Mow the lawn properly
For the best appearance and good health of lawn grass, mow high using a sharp blade. A dull blade will tear rather than cut the lawn leaving a ragged end on the grass blades that cast a dull haze over the lawn. That ragged edge also leaves the grass more vulnerable to disease. Depending on the size of the lawn, a mower blade becomes dull after one or two seasons and should be sharpened or replaced every year or two. Grass that is dense and cut over 2-inches tall has few weeds and serves as habitat for ants, spiders, and ground beetles which keep the pest insects of a lawn in check. Tall grass shades the soil reducing evaporation of moisture and will not burn out in the heat of summer. Set the mower for 2 to 2-1/2 inches in the spring and fall and raise it to 3 inches in summer.
Use only slow release granular fertilizer
Quick release nitrogen fertilizers need to be applied three or four times a year in order to be effective. High in salts, the increased salinity burns turf roots and repels the valuable earthworms and kill many of the beneficial soil microbes. Slow release nitrogen fertilizer needs to be applied only once or twice a year and will not hurt the soil critters. Use slow release nitrogen fertilizer in the spring and again in the fall for a few years, but if you are taking care of your soil, you can drop back to a single application in the fall, or split the application putting down half the recommended amount in spring and half in fall.

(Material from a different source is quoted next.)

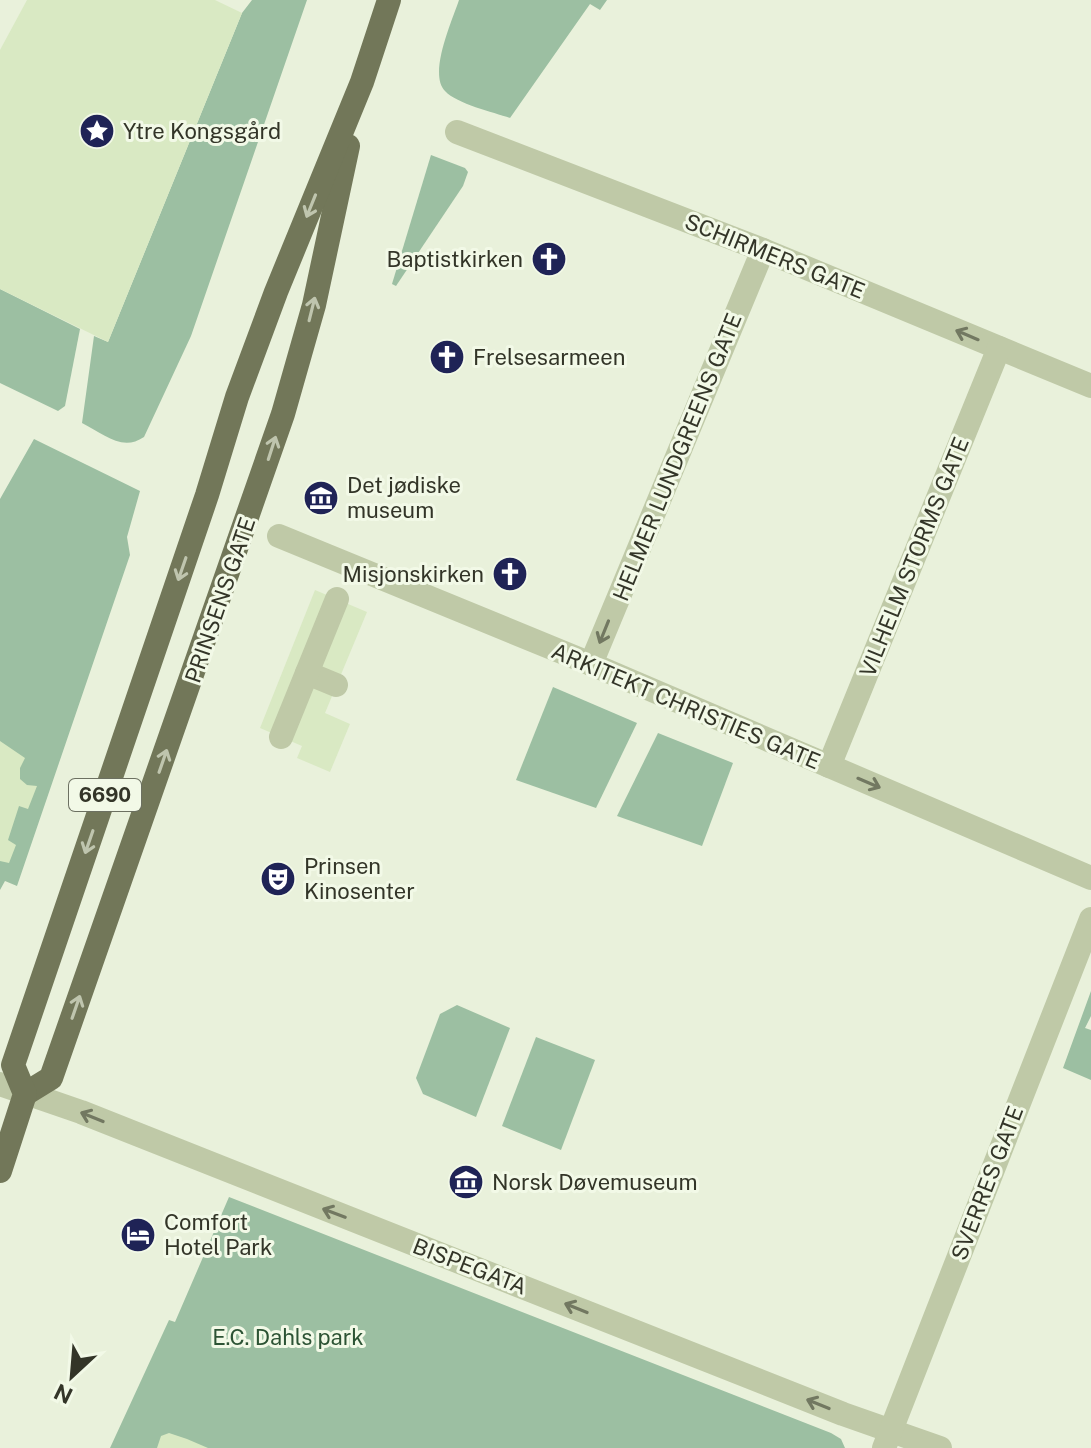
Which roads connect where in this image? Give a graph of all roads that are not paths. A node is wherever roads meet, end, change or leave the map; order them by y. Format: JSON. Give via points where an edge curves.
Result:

Avoid watering too much or too little
The key questions in watering the lawn are: When does the grass need to be watered? and How much do I need to water?. When you walk over a lawn that is mowed tall, you will leave temporary footprints. If the footprints disappear with the grass popping back upright within a minute or two the grass has enough water. If the foot prints last more than 3 or 4 minutes, the lawn needs to be watered. In spring and fall between your hose and Mother Nature, give the lawn an inch of water each week. Lawns need two inches a week in the heat of the summer. An empty tuna fish can is one inch deep so put a few empty tuna cans out in the pattern of your sprinkler and track the time to see how long it takes to fill the cans and you can quickly figure how to deliver an accurate amount of water to the lawn. A rain gauge will help you keep track of Mother Natures contribution.

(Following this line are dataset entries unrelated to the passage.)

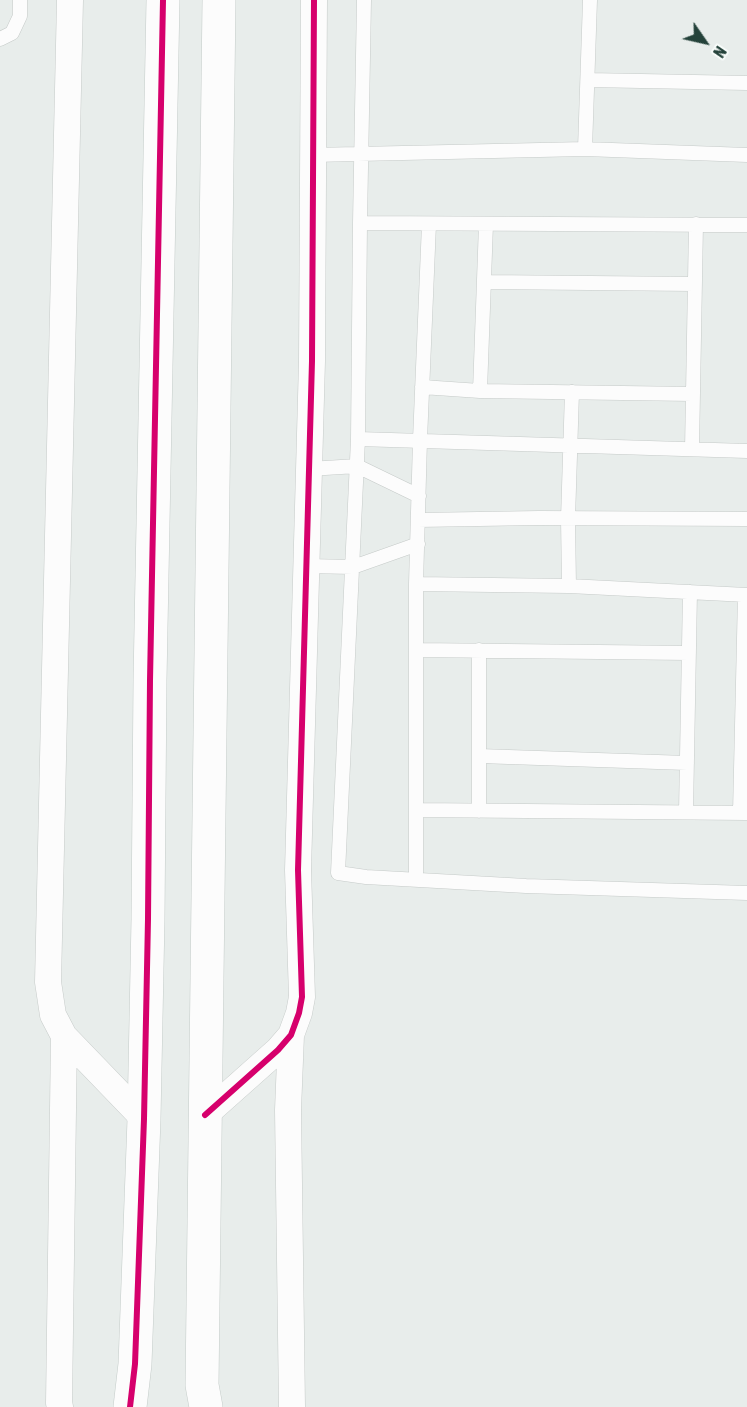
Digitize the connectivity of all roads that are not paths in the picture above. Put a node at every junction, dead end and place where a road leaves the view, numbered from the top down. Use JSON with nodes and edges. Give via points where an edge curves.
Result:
{"nodes":[{"id":1,"x":20,"y":0,"type":"edge"},
{"id":2,"x":69,"y":0,"type":"edge"},
{"id":3,"x":163,"y":0,"type":"edge"},
{"id":4,"x":219,"y":0,"type":"edge"},
{"id":5,"x":314,"y":0,"type":"edge"},
{"id":6,"x":364,"y":0,"type":"edge"},
{"id":7,"x":590,"y":0,"type":"edge"},
{"id":8,"x":0,"y":39,"type":"edge"},
{"id":9,"x":588,"y":81,"type":"junction"},
{"id":10,"x":747,"y":83,"type":"edge"},
{"id":11,"x":585,"y":149,"type":"junction"},
{"id":12,"x":312,"y":155,"type":"junction"},
{"id":13,"x":361,"y":155,"type":"junction"},
{"id":14,"x":747,"y":155,"type":"edge"},
{"id":15,"x":360,"y":224,"type":"junction"},
{"id":16,"x":429,"y":224,"type":"junction"},
{"id":17,"x":486,"y":224,"type":"junction"},
{"id":18,"x":696,"y":224,"type":"junction"},
{"id":19,"x":747,"y":225,"type":"edge"},
{"id":20,"x":484,"y":282,"type":"junction"},
{"id":21,"x":695,"y":284,"type":"junction"},
{"id":22,"x":422,"y":387,"type":"junction"},
{"id":23,"x":480,"y":391,"type":"junction"},
{"id":24,"x":572,"y":392,"type":"junction"},
{"id":25,"x":693,"y":394,"type":"junction"},
{"id":26,"x":358,"y":439,"type":"junction"},
{"id":27,"x":420,"y":440,"type":"junction"},
{"id":28,"x":571,"y":445,"type":"junction"},
{"id":29,"x":692,"y":449,"type":"junction"},
{"id":30,"x":747,"y":451,"type":"edge"},
{"id":31,"x":357,"y":466,"type":"junction"},
{"id":32,"x":309,"y":469,"type":"junction"},
{"id":33,"x":419,"y":496,"type":"junction"},
{"id":34,"x":568,"y":519,"type":"junction"},
{"id":35,"x":747,"y":519,"type":"edge"},
{"id":36,"x":418,"y":520,"type":"junction"},
{"id":37,"x":418,"y":544,"type":"junction"},
{"id":38,"x":306,"y":566,"type":"junction"},
{"id":39,"x":353,"y":567,"type":"junction"},
{"id":40,"x":416,"y":584,"type":"junction"},
{"id":41,"x":568,"y":586,"type":"junction"},
{"id":42,"x":690,"y":592,"type":"junction"},
{"id":43,"x":746,"y":595,"type":"edge"},
{"id":44,"x":416,"y":650,"type":"junction"},
{"id":45,"x":479,"y":650,"type":"junction"},
{"id":46,"x":689,"y":653,"type":"junction"},
{"id":47,"x":479,"y":756,"type":"junction"},
{"id":48,"x":687,"y":763,"type":"junction"},
{"id":49,"x":417,"y":810,"type":"junction"},
{"id":50,"x":479,"y":811,"type":"junction"},
{"id":51,"x":686,"y":812,"type":"junction"},
{"id":52,"x":744,"y":813,"type":"edge"},
{"id":53,"x":416,"y":880,"type":"junction"},
{"id":54,"x":747,"y":893,"type":"edge"},
{"id":55,"x":291,"y":1035,"type":"junction"},
{"id":56,"x":64,"y":1036,"type":"junction"},
{"id":57,"x":205,"y":1115,"type":"junction"},
{"id":58,"x":144,"y":1119,"type":"junction"},
{"id":59,"x":60,"y":1407,"type":"edge"},
{"id":60,"x":130,"y":1407,"type":"edge"},
{"id":61,"x":206,"y":1407,"type":"edge"},
{"id":62,"x":292,"y":1407,"type":"edge"}],
"edges":[{"from":1,"to":8,"type":"lane","via":[[20,16],[12,33]]},
{"from":2,"to":56,"type":"street","via":[[48,982],[53,1015]]},
{"from":3,"to":58,"type":"street"},
{"from":4,"to":57,"type":"street"},
{"from":5,"to":12,"type":"street"},
{"from":6,"to":13,"type":"lane"},
{"from":7,"to":9,"type":"lane"},
{"from":9,"to":10,"type":"lane"},
{"from":9,"to":11,"type":"lane"},
{"from":11,"to":13,"type":"lane"},
{"from":11,"to":14,"type":"lane"},
{"from":12,"to":13,"type":"lane"},
{"from":12,"to":32,"type":"street"},
{"from":13,"to":15,"type":"lane"},
{"from":15,"to":16,"type":"lane"},
{"from":15,"to":26,"type":"lane"},
{"from":16,"to":17,"type":"lane"},
{"from":16,"to":22,"type":"lane"},
{"from":17,"to":18,"type":"lane"},
{"from":17,"to":20,"type":"lane"},
{"from":18,"to":19,"type":"lane"},
{"from":18,"to":21,"type":"lane"},
{"from":20,"to":21,"type":"lane"},
{"from":20,"to":23,"type":"lane"},
{"from":21,"to":25,"type":"lane"},
{"from":22,"to":23,"type":"lane"},
{"from":22,"to":27,"type":"lane"},
{"from":23,"to":24,"type":"lane"},
{"from":24,"to":25,"type":"lane"},
{"from":24,"to":28,"type":"lane"},
{"from":25,"to":29,"type":"lane"},
{"from":26,"to":27,"type":"lane"},
{"from":26,"to":31,"type":"lane"},
{"from":27,"to":28,"type":"lane"},
{"from":27,"to":33,"type":"lane"},
{"from":28,"to":29,"type":"lane"},
{"from":28,"to":34,"type":"lane"},
{"from":29,"to":30,"type":"lane"},
{"from":31,"to":32,"type":"lane"},
{"from":31,"to":33,"type":"lane"},
{"from":31,"to":39,"type":"lane"},
{"from":32,"to":38,"type":"street"},
{"from":33,"to":36,"type":"lane"},
{"from":34,"to":35,"type":"lane"},
{"from":34,"to":36,"type":"lane"},
{"from":34,"to":41,"type":"lane"},
{"from":36,"to":37,"type":"lane"},
{"from":37,"to":39,"type":"lane"},
{"from":37,"to":40,"type":"lane"},
{"from":38,"to":39,"type":"lane"},
{"from":38,"to":55,"type":"street","via":[[298,870],[302,997]]},
{"from":39,"to":53,"type":"lane","via":[[338,873]]},
{"from":40,"to":41,"type":"lane"},
{"from":40,"to":44,"type":"lane"},
{"from":41,"to":42,"type":"lane"},
{"from":42,"to":43,"type":"lane"},
{"from":42,"to":46,"type":"lane"},
{"from":43,"to":52,"type":"lane"},
{"from":44,"to":45,"type":"lane"},
{"from":44,"to":49,"type":"lane"},
{"from":45,"to":46,"type":"lane"},
{"from":45,"to":47,"type":"lane"},
{"from":46,"to":48,"type":"lane"},
{"from":47,"to":48,"type":"lane"},
{"from":47,"to":50,"type":"lane"},
{"from":48,"to":51,"type":"lane"},
{"from":49,"to":50,"type":"lane"},
{"from":49,"to":53,"type":"lane"},
{"from":50,"to":51,"type":"lane"},
{"from":51,"to":52,"type":"lane"},
{"from":53,"to":54,"type":"lane"},
{"from":55,"to":57,"type":"street"},
{"from":55,"to":62,"type":"street","via":[[288,1110]]},
{"from":56,"to":58,"type":"street"},
{"from":56,"to":59,"type":"street"},
{"from":57,"to":61,"type":"street","via":[[202,1385]]},
{"from":58,"to":60,"type":"street"}]}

Avoid using any broad spectrum insecticides
A lawn that is dense and mowed tall is likely to be inhabited by a healthy population of beneficial insects, including ants, spiders, and ground beetles, seldom has any problems from fleas, grubs, sod webworms, chinch bugs or any other lawn grass insect pest. If you routinely use a broad spectrum insecticide each year, you will kill all the good guys along with the bad guys. If the grass is mowed tall and kept dense from overseeding, those beneficial insects will eliminate the need for the annual use of the insecticide.
Spread lime only if needed in late fall, not in the spring
Use lime on the lawn only if you are sure that your soil is acidic enough to justify it. A soil test is the only accurate way to tell. Contact your County Extension Service to get a soil test kit and related information. If you do apply lime, use a granular lime product in October or even in November. It takes six months for granular lime to break down sufficiently to be helpful to the grass plants.
Buy only the highest quality grass seed
Only the top quality grass seed includes varieties that have been bred with good disease resistance, look good, and are drought resistant. When you buy the high-end brands, you can trust the grass seed companies to give you the right mixture for the northeast. Buy full sun mix if your lawn gets over 6 hours of sun a day. Use a shade mixture if your lawn gets 3 to 6 hours of sun a day. Any lawn getting less than 3 hours of sun a day must be overseeded every spring to look even average for the season.
Get rid of grubs and moles by growing good soil
Grubs and moles are only a problem in lawns that are compacted and have turf with roots only two inches deep. If you add organic matter to the soil under your turf on a yearly basis, the earthworms and soil microbes lower the level of compaction over time, so after 3 to 5 years, the grubs and moles are working down at the 4 to 6 inch depth and are not evident in your lawn.